• **WHAT THE EXERCISE ASKS**: Search the data for the string "place", and report each line where it is found.

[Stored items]
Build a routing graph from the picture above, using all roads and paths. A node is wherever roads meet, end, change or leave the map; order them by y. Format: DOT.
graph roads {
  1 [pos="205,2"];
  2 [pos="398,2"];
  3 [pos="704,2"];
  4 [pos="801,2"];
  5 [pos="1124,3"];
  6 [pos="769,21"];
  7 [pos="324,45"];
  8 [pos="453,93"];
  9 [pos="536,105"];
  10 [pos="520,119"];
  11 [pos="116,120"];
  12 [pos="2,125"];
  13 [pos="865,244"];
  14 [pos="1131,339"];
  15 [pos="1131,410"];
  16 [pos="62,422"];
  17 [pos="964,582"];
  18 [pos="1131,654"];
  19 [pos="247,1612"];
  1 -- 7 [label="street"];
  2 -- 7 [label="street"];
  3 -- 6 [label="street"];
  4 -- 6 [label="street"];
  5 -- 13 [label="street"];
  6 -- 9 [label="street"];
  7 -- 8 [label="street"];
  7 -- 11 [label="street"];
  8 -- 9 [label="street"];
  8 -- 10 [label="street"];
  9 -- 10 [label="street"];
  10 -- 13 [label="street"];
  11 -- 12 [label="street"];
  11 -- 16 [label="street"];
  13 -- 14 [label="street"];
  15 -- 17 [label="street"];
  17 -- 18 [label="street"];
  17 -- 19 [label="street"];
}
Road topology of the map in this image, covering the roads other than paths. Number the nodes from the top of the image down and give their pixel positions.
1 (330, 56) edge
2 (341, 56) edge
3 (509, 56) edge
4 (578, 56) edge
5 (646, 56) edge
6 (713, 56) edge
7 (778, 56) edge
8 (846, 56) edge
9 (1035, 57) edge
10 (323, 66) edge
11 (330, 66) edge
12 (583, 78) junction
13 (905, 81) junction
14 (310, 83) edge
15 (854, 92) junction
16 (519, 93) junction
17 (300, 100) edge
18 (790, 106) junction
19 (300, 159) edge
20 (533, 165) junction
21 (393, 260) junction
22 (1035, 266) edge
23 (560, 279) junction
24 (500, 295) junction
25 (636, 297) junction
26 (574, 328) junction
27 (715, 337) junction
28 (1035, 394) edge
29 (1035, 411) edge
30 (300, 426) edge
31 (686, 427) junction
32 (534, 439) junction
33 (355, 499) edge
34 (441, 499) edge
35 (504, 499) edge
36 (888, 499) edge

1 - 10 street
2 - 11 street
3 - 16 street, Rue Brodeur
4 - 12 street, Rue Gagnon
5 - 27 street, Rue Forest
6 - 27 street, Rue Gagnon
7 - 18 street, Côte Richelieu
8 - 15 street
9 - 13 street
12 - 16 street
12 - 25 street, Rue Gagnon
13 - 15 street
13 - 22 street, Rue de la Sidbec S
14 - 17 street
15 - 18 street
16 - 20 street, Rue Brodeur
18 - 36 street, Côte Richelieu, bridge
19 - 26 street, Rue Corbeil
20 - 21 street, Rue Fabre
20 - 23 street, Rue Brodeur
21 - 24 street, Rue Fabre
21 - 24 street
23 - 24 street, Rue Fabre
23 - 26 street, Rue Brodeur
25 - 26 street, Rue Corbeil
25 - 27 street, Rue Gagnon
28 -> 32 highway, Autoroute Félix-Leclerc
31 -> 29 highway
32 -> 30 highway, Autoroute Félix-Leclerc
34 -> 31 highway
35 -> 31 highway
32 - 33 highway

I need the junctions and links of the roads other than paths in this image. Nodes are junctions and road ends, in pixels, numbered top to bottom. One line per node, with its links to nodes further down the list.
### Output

* * *

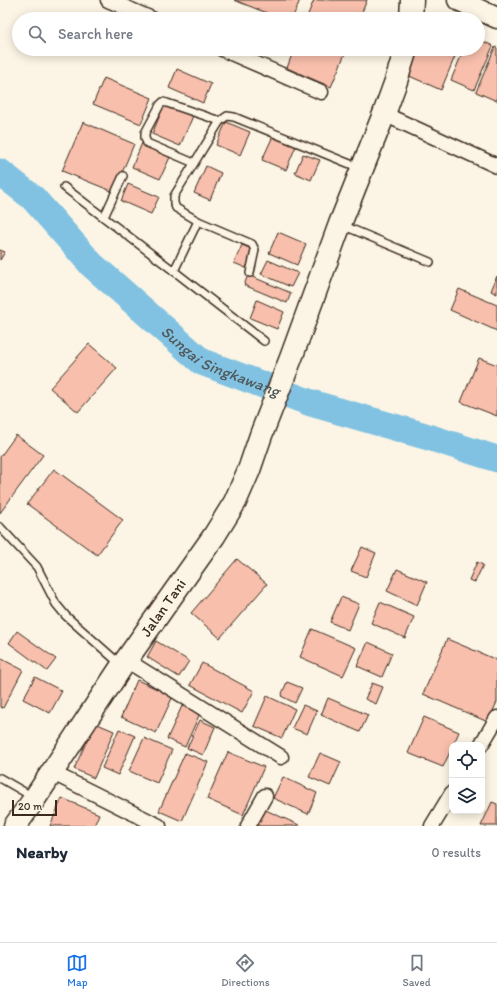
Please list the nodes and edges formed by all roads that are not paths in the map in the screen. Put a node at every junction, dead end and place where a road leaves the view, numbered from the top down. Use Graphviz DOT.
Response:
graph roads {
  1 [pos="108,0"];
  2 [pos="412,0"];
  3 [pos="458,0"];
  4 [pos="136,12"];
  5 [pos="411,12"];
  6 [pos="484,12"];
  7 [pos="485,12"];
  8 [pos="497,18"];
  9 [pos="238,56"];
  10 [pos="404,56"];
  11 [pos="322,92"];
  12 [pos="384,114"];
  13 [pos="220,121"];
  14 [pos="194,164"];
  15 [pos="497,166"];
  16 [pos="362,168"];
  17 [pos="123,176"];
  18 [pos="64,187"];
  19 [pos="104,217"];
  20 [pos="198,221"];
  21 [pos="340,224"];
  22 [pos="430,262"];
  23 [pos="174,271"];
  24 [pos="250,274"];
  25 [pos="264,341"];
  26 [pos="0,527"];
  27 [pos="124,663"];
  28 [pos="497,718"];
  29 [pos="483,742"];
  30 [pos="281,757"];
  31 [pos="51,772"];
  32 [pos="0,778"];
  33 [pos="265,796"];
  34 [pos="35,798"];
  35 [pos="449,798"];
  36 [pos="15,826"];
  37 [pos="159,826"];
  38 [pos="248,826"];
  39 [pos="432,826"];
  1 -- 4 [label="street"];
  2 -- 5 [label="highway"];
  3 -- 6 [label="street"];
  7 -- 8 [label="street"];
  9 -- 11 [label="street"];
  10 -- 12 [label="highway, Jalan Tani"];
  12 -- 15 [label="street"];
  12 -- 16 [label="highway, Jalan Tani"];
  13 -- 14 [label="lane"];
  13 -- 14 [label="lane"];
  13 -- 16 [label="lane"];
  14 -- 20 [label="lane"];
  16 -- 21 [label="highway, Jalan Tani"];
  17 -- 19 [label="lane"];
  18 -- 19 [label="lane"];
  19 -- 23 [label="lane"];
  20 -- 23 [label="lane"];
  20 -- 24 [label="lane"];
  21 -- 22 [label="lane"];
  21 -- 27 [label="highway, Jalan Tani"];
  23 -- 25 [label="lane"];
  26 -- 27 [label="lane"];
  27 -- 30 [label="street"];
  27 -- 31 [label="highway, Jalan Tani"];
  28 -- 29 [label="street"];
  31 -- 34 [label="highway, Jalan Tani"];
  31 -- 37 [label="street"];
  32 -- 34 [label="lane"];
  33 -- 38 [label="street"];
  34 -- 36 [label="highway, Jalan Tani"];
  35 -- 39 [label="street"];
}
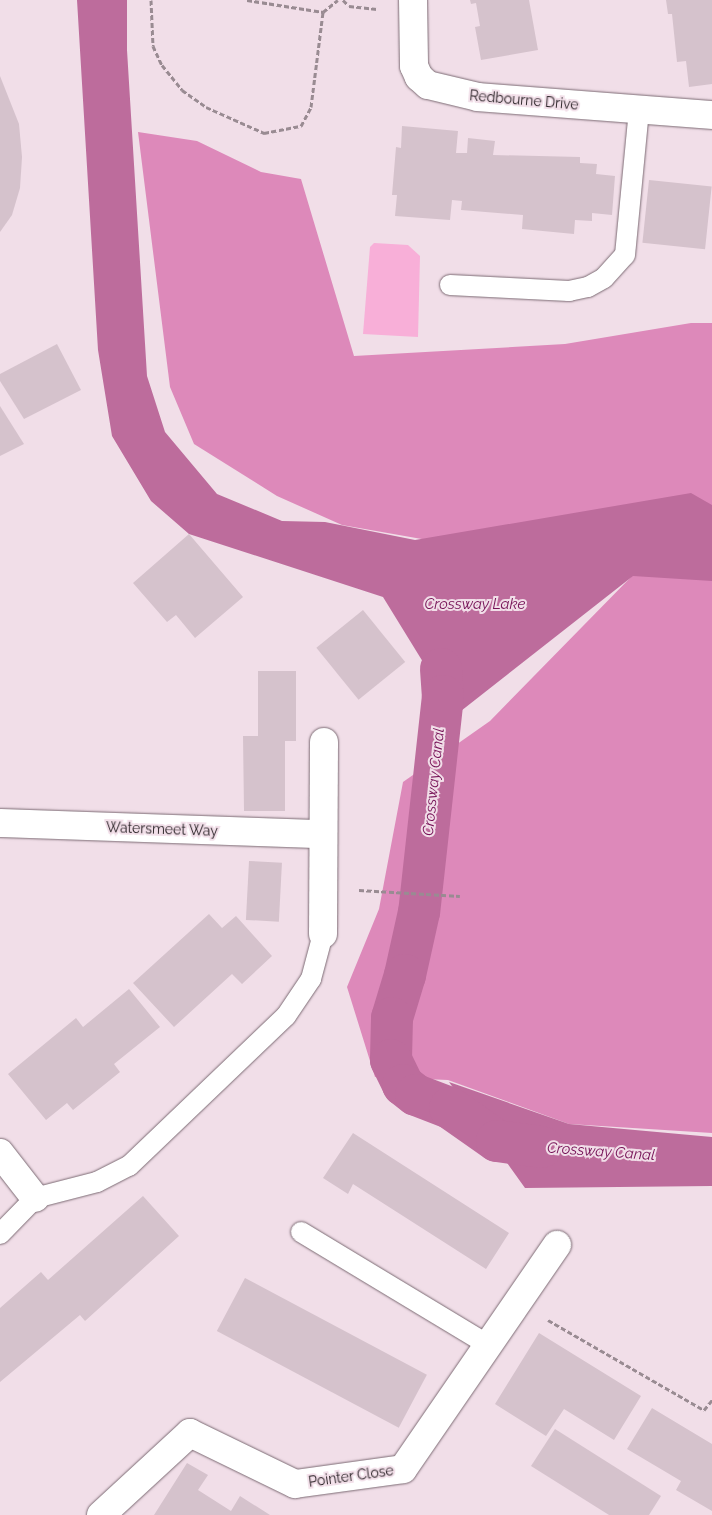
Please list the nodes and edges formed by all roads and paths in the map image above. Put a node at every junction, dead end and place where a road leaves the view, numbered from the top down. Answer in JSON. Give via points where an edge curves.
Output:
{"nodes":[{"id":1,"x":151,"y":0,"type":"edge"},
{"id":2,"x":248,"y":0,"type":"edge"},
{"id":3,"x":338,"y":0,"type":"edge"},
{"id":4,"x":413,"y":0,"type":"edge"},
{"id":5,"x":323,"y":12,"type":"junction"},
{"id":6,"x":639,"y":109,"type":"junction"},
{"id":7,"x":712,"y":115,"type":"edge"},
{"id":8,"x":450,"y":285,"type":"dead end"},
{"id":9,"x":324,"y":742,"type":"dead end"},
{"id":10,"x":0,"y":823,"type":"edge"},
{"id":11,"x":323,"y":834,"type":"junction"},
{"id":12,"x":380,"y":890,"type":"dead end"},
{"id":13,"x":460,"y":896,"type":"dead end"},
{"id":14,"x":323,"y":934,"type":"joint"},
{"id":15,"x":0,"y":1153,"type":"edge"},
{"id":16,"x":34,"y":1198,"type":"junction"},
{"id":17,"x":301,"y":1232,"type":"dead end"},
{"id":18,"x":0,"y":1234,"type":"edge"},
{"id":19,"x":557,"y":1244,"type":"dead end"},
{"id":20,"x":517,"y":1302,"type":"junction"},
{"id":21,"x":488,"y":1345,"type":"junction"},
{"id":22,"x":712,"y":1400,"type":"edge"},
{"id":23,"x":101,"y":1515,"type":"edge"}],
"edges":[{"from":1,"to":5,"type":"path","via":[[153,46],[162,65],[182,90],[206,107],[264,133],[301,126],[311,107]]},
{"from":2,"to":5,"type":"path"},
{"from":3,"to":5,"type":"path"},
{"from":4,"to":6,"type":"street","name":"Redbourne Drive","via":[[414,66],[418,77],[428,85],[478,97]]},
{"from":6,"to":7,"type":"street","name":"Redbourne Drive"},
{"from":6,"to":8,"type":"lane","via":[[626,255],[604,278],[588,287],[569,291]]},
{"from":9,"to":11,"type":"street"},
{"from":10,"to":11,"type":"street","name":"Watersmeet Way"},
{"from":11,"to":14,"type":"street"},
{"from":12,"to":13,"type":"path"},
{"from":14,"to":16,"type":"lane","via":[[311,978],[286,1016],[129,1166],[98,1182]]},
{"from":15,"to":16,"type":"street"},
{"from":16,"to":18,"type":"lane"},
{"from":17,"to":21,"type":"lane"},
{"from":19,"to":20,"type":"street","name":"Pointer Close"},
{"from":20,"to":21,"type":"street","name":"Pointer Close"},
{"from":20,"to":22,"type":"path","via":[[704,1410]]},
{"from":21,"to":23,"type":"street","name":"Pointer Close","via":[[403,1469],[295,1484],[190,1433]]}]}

• **RESPONSE TO THE TASK**:
Please list the nodes and edges formed by all roads that are not paths in the map in the screen. Put a node at every junction, dead end and place where a road leaves the view, numbered from the top down. Use Graphviz DOT.
Please list the nodes and edges formed by all roads and paths in the map image above. Put a node at every junction, dead end and place where a road leaves the view, numbered from the top down. Answer in JSON. Give via points where an edge curves.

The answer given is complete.